About this task:
Could you return all of the data exactly as given?

[Start of Attachment]

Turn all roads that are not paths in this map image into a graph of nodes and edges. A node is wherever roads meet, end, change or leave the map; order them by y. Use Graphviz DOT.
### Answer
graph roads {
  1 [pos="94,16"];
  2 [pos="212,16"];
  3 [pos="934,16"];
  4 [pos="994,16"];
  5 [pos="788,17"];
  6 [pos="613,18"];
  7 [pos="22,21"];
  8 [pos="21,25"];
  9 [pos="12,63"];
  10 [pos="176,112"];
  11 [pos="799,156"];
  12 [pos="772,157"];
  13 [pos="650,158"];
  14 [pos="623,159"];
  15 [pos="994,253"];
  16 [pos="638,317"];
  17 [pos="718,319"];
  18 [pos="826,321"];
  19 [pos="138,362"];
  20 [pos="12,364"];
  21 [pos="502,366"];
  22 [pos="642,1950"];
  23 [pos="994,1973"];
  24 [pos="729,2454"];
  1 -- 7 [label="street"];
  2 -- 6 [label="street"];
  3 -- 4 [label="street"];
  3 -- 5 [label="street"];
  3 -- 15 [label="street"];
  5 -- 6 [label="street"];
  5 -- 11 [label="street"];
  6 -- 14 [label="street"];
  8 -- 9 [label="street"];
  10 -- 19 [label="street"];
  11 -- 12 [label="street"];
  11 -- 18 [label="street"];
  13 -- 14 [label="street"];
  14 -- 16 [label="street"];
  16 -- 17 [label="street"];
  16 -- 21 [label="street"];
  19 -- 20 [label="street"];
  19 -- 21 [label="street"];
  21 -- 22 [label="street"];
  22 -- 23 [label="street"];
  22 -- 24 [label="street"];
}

[End of Attachment]

Answer section:
Turn all roads that are not paths in this map image into a graph of nodes and edges. A node is wherever roads meet, end, change or leave the map; order them by y. Use Graphviz DOT.
### Answer
graph roads {
  1 [pos="94,16"];
  2 [pos="212,16"];
  3 [pos="934,16"];
  4 [pos="994,16"];
  5 [pos="788,17"];
  6 [pos="613,18"];
  7 [pos="22,21"];
  8 [pos="21,25"];
  9 [pos="12,63"];
  10 [pos="176,112"];
  11 [pos="799,156"];
  12 [pos="772,157"];
  13 [pos="650,158"];
  14 [pos="623,159"];
  15 [pos="994,253"];
  16 [pos="638,317"];
  17 [pos="718,319"];
  18 [pos="826,321"];
  19 [pos="138,362"];
  20 [pos="12,364"];
  21 [pos="502,366"];
  22 [pos="642,1950"];
  23 [pos="994,1973"];
  24 [pos="729,2454"];
  1 -- 7 [label="street"];
  2 -- 6 [label="street"];
  3 -- 4 [label="street"];
  3 -- 5 [label="street"];
  3 -- 15 [label="street"];
  5 -- 6 [label="street"];
  5 -- 11 [label="street"];
  6 -- 14 [label="street"];
  8 -- 9 [label="street"];
  10 -- 19 [label="street"];
  11 -- 12 [label="street"];
  11 -- 18 [label="street"];
  13 -- 14 [label="street"];
  14 -- 16 [label="street"];
  16 -- 17 [label="street"];
  16 -- 21 [label="street"];
  19 -- 20 [label="street"];
  19 -- 21 [label="street"];
  21 -- 22 [label="street"];
  22 -- 23 [label="street"];
  22 -- 24 [label="street"];
}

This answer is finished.